Re: [PATCH] mm: reuse the unshared swapcache page in do_wp_page

From: Linus Torvalds
Date: Thu Jan 20 2022 - 10:37:34 EST


On Thu, Jan 20, 2022 at 5:26 PM David Hildenbrand <david@xxxxxxxxxx> wrote:
>
> So your claim is that read-only, PTE mapped pages are weird? How do you
> come to that conclusion?
>
> If we adjust the THP reuse logic to split on additional references
> (page_count() == 1) -- similarly as suggested by Linus to fix the CVE --
> we're going to end up with exactly that more frequently.

If you write to a THP page that has page_count() elevated - presumably
because of a fork() - then that COW is exactly what you want to
happen.

And presumably you want it to happen page-by-page.
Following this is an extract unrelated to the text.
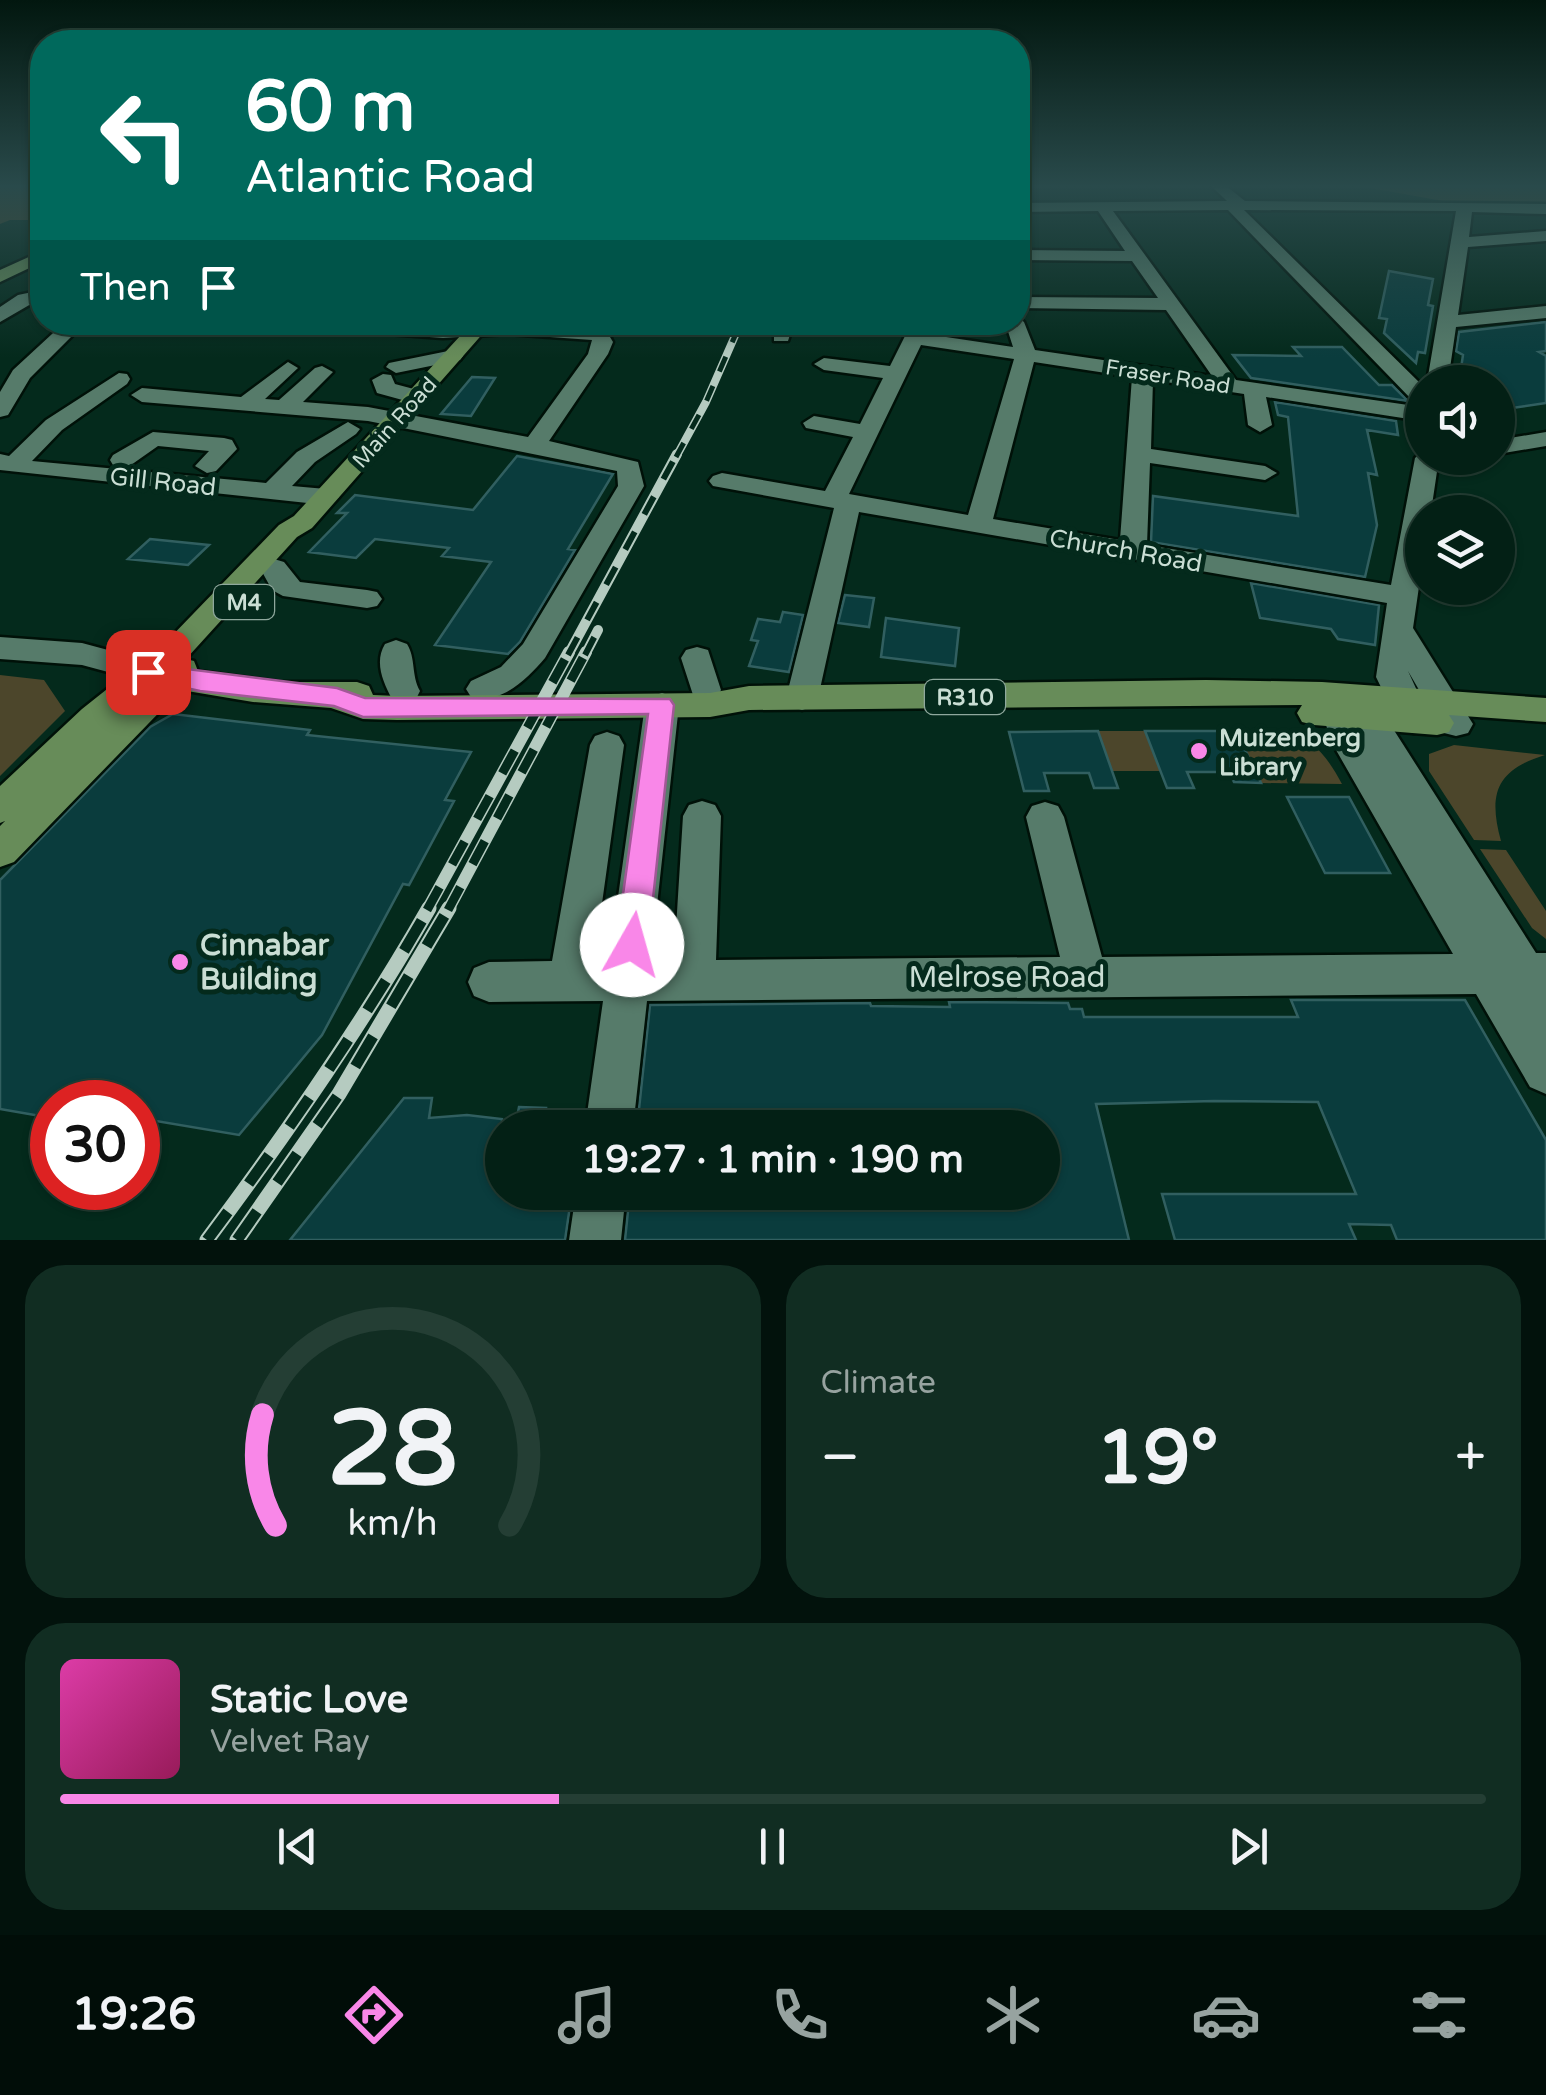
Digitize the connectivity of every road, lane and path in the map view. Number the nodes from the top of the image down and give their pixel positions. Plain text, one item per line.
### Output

So I fail to see what the problem is.

The *normal* THP case is that there hasn't been a fork, and there is
no COW activity. That's the only thing worth trying to optimize for
and worry about.

If you do some kind of fork with huge-pages, and actually write to
those pages (as opposed to just execve() in the child and wait in the
parent), you only have yourself to blame. You *will* take COW faults,
and you have to do it, and at that point spliting the THP in whoever
did the COW is likely the right thing to do just to hope that you
don't have to allocate a whole new hugepage. So it will cause new
(small-page) allocations and copies.

And yes, at that point, writes to the THP page will cause COW's for
both sides as they both end up making that "split it" decision.

Honestly, would anything else ever even make sense?

If you care about THP performance, you make sure that the COW THP case
simply never happens.

Linus